Task objective »
The data below is to be returned in full and exactly.

------ Data for this exercise ------

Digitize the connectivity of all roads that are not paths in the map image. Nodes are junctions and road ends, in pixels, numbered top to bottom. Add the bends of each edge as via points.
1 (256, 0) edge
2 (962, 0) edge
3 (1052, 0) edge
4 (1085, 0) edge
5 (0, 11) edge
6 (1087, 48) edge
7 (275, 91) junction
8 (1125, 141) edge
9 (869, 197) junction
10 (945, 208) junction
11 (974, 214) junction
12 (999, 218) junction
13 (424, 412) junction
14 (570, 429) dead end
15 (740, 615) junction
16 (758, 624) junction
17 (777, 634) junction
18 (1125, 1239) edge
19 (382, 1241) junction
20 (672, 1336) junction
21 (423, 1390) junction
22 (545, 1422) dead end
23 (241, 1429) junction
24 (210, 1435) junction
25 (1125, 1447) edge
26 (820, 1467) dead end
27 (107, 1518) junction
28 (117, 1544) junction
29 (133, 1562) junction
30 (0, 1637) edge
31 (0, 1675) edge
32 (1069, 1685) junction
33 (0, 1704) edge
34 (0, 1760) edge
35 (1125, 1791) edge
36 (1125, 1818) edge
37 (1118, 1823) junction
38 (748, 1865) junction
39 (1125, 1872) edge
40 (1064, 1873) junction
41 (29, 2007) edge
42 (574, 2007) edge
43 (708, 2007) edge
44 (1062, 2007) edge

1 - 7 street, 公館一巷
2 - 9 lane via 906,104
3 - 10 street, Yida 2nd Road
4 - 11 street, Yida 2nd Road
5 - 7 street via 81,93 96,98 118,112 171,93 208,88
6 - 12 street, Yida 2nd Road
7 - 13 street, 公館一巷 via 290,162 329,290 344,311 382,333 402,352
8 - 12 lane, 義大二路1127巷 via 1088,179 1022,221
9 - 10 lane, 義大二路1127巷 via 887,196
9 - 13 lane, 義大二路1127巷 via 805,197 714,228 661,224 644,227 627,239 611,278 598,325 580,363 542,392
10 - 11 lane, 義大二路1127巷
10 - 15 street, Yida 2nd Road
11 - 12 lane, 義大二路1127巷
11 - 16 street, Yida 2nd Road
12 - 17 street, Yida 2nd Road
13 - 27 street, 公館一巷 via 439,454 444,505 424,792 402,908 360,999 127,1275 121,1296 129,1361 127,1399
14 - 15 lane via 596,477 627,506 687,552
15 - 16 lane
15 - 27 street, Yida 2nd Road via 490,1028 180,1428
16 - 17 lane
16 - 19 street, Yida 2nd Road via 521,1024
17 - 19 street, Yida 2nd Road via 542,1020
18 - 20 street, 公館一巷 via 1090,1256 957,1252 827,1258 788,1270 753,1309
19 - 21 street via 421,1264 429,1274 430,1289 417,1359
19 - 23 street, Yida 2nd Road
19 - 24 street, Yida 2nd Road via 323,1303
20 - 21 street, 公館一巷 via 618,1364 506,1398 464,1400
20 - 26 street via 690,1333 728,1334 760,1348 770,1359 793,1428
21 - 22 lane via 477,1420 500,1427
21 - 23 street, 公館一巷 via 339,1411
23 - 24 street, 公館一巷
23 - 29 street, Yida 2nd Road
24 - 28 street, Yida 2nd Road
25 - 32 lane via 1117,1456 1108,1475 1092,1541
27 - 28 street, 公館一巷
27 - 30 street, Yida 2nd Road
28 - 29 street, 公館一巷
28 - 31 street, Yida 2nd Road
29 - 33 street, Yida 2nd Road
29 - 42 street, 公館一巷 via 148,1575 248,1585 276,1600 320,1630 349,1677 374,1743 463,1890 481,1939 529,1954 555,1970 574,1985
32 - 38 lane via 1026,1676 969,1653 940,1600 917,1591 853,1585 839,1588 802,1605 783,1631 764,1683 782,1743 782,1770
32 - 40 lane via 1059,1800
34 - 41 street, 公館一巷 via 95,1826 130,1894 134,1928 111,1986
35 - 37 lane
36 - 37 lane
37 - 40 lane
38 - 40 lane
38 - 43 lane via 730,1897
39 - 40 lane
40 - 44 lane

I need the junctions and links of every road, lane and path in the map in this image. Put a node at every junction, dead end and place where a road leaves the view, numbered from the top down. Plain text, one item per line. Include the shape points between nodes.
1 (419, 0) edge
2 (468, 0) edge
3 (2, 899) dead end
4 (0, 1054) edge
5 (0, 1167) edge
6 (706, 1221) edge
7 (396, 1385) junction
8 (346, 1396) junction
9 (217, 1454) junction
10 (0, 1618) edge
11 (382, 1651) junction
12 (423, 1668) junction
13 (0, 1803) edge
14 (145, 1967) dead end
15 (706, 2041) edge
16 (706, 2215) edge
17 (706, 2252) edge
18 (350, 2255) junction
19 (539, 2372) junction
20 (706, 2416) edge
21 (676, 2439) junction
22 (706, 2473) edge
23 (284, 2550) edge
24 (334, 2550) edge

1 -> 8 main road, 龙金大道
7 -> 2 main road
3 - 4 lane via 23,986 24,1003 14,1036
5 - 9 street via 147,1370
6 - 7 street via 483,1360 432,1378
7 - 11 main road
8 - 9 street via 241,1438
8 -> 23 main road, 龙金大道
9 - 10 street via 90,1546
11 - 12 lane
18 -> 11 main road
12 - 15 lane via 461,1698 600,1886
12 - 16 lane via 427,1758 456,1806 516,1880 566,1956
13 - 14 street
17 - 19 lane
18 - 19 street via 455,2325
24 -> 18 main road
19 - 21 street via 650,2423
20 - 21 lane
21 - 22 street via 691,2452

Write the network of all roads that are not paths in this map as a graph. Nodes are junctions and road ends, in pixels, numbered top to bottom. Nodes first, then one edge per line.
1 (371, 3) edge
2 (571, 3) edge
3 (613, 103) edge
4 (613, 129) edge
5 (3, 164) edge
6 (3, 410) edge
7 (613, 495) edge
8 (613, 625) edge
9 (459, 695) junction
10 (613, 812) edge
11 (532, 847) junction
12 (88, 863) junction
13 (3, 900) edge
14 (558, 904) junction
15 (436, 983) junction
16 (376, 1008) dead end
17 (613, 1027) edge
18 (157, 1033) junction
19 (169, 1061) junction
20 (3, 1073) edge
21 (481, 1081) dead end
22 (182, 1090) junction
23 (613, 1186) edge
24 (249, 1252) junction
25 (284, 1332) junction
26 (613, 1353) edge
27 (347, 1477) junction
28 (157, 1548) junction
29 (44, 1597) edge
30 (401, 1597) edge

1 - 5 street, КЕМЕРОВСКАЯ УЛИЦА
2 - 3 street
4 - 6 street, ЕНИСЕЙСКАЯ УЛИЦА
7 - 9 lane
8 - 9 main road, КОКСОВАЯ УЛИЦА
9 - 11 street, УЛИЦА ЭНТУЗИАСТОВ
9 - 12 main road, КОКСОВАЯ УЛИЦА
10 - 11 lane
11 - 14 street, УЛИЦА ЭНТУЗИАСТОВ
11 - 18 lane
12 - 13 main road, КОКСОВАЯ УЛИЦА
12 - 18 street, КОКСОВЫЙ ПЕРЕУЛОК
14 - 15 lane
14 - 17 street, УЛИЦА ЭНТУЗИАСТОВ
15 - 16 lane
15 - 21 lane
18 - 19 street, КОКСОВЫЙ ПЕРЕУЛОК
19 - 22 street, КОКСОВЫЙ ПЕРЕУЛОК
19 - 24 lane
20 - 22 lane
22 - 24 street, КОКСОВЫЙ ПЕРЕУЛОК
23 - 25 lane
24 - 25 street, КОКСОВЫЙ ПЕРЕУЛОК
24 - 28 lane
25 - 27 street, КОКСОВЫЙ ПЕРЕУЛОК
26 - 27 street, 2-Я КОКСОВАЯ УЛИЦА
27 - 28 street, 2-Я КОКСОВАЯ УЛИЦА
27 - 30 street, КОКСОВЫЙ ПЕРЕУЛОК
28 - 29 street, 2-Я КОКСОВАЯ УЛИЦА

------

Result »
Digitize the connectivity of all roads that are not paths in the map image. Nodes are junctions and road ends, in pixels, numbered top to bottom. Add the bends of each edge as via points.
1 (256, 0) edge
2 (962, 0) edge
3 (1052, 0) edge
4 (1085, 0) edge
5 (0, 11) edge
6 (1087, 48) edge
7 (275, 91) junction
8 (1125, 141) edge
9 (869, 197) junction
10 (945, 208) junction
11 (974, 214) junction
12 (999, 218) junction
13 (424, 412) junction
14 (570, 429) dead end
15 (740, 615) junction
16 (758, 624) junction
17 (777, 634) junction
18 (1125, 1239) edge
19 (382, 1241) junction
20 (672, 1336) junction
21 (423, 1390) junction
22 (545, 1422) dead end
23 (241, 1429) junction
24 (210, 1435) junction
25 (1125, 1447) edge
26 (820, 1467) dead end
27 (107, 1518) junction
28 (117, 1544) junction
29 (133, 1562) junction
30 (0, 1637) edge
31 (0, 1675) edge
32 (1069, 1685) junction
33 (0, 1704) edge
34 (0, 1760) edge
35 (1125, 1791) edge
36 (1125, 1818) edge
37 (1118, 1823) junction
38 (748, 1865) junction
39 (1125, 1872) edge
40 (1064, 1873) junction
41 (29, 2007) edge
42 (574, 2007) edge
43 (708, 2007) edge
44 (1062, 2007) edge

1 - 7 street, 公館一巷
2 - 9 lane via 906,104
3 - 10 street, Yida 2nd Road
4 - 11 street, Yida 2nd Road
5 - 7 street via 81,93 96,98 118,112 171,93 208,88
6 - 12 street, Yida 2nd Road
7 - 13 street, 公館一巷 via 290,162 329,290 344,311 382,333 402,352
8 - 12 lane, 義大二路1127巷 via 1088,179 1022,221
9 - 10 lane, 義大二路1127巷 via 887,196
9 - 13 lane, 義大二路1127巷 via 805,197 714,228 661,224 644,227 627,239 611,278 598,325 580,363 542,392
10 - 11 lane, 義大二路1127巷
10 - 15 street, Yida 2nd Road
11 - 12 lane, 義大二路1127巷
11 - 16 street, Yida 2nd Road
12 - 17 street, Yida 2nd Road
13 - 27 street, 公館一巷 via 439,454 444,505 424,792 402,908 360,999 127,1275 121,1296 129,1361 127,1399
14 - 15 lane via 596,477 627,506 687,552
15 - 16 lane
15 - 27 street, Yida 2nd Road via 490,1028 180,1428
16 - 17 lane
16 - 19 street, Yida 2nd Road via 521,1024
17 - 19 street, Yida 2nd Road via 542,1020
18 - 20 street, 公館一巷 via 1090,1256 957,1252 827,1258 788,1270 753,1309
19 - 21 street via 421,1264 429,1274 430,1289 417,1359
19 - 23 street, Yida 2nd Road
19 - 24 street, Yida 2nd Road via 323,1303
20 - 21 street, 公館一巷 via 618,1364 506,1398 464,1400
20 - 26 street via 690,1333 728,1334 760,1348 770,1359 793,1428
21 - 22 lane via 477,1420 500,1427
21 - 23 street, 公館一巷 via 339,1411
23 - 24 street, 公館一巷
23 - 29 street, Yida 2nd Road
24 - 28 street, Yida 2nd Road
25 - 32 lane via 1117,1456 1108,1475 1092,1541
27 - 28 street, 公館一巷
27 - 30 street, Yida 2nd Road
28 - 29 street, 公館一巷
28 - 31 street, Yida 2nd Road
29 - 33 street, Yida 2nd Road
29 - 42 street, 公館一巷 via 148,1575 248,1585 276,1600 320,1630 349,1677 374,1743 463,1890 481,1939 529,1954 555,1970 574,1985
32 - 38 lane via 1026,1676 969,1653 940,1600 917,1591 853,1585 839,1588 802,1605 783,1631 764,1683 782,1743 782,1770
32 - 40 lane via 1059,1800
34 - 41 street, 公館一巷 via 95,1826 130,1894 134,1928 111,1986
35 - 37 lane
36 - 37 lane
37 - 40 lane
38 - 40 lane
38 - 43 lane via 730,1897
39 - 40 lane
40 - 44 lane

I need the junctions and links of every road, lane and path in the map in this image. Put a node at every junction, dead end and place where a road leaves the view, numbered from the top down. Plain text, one item per line. Include the shape points between nodes.
1 (419, 0) edge
2 (468, 0) edge
3 (2, 899) dead end
4 (0, 1054) edge
5 (0, 1167) edge
6 (706, 1221) edge
7 (396, 1385) junction
8 (346, 1396) junction
9 (217, 1454) junction
10 (0, 1618) edge
11 (382, 1651) junction
12 (423, 1668) junction
13 (0, 1803) edge
14 (145, 1967) dead end
15 (706, 2041) edge
16 (706, 2215) edge
17 (706, 2252) edge
18 (350, 2255) junction
19 (539, 2372) junction
20 (706, 2416) edge
21 (676, 2439) junction
22 (706, 2473) edge
23 (284, 2550) edge
24 (334, 2550) edge

1 -> 8 main road, 龙金大道
7 -> 2 main road
3 - 4 lane via 23,986 24,1003 14,1036
5 - 9 street via 147,1370
6 - 7 street via 483,1360 432,1378
7 - 11 main road
8 - 9 street via 241,1438
8 -> 23 main road, 龙金大道
9 - 10 street via 90,1546
11 - 12 lane
18 -> 11 main road
12 - 15 lane via 461,1698 600,1886
12 - 16 lane via 427,1758 456,1806 516,1880 566,1956
13 - 14 street
17 - 19 lane
18 - 19 street via 455,2325
24 -> 18 main road
19 - 21 street via 650,2423
20 - 21 lane
21 - 22 street via 691,2452

Write the network of all roads that are not paths in this map as a graph. Nodes are junctions and road ends, in pixels, numbered top to bottom. Nodes first, then one edge per line.
1 (371, 3) edge
2 (571, 3) edge
3 (613, 103) edge
4 (613, 129) edge
5 (3, 164) edge
6 (3, 410) edge
7 (613, 495) edge
8 (613, 625) edge
9 (459, 695) junction
10 (613, 812) edge
11 (532, 847) junction
12 (88, 863) junction
13 (3, 900) edge
14 (558, 904) junction
15 (436, 983) junction
16 (376, 1008) dead end
17 (613, 1027) edge
18 (157, 1033) junction
19 (169, 1061) junction
20 (3, 1073) edge
21 (481, 1081) dead end
22 (182, 1090) junction
23 (613, 1186) edge
24 (249, 1252) junction
25 (284, 1332) junction
26 (613, 1353) edge
27 (347, 1477) junction
28 (157, 1548) junction
29 (44, 1597) edge
30 (401, 1597) edge

1 - 5 street, КЕМЕРОВСКАЯ УЛИЦА
2 - 3 street
4 - 6 street, ЕНИСЕЙСКАЯ УЛИЦА
7 - 9 lane
8 - 9 main road, КОКСОВАЯ УЛИЦА
9 - 11 street, УЛИЦА ЭНТУЗИАСТОВ
9 - 12 main road, КОКСОВАЯ УЛИЦА
10 - 11 lane
11 - 14 street, УЛИЦА ЭНТУЗИАСТОВ
11 - 18 lane
12 - 13 main road, КОКСОВАЯ УЛИЦА
12 - 18 street, КОКСОВЫЙ ПЕРЕУЛОК
14 - 15 lane
14 - 17 street, УЛИЦА ЭНТУЗИАСТОВ
15 - 16 lane
15 - 21 lane
18 - 19 street, КОКСОВЫЙ ПЕРЕУЛОК
19 - 22 street, КОКСОВЫЙ ПЕРЕУЛОК
19 - 24 lane
20 - 22 lane
22 - 24 street, КОКСОВЫЙ ПЕРЕУЛОК
23 - 25 lane
24 - 25 street, КОКСОВЫЙ ПЕРЕУЛОК
24 - 28 lane
25 - 27 street, КОКСОВЫЙ ПЕРЕУЛОК
26 - 27 street, 2-Я КОКСОВАЯ УЛИЦА
27 - 28 street, 2-Я КОКСОВАЯ УЛИЦА
27 - 30 street, КОКСОВЫЙ ПЕРЕУЛОК
28 - 29 street, 2-Я КОКСОВАЯ УЛИЦА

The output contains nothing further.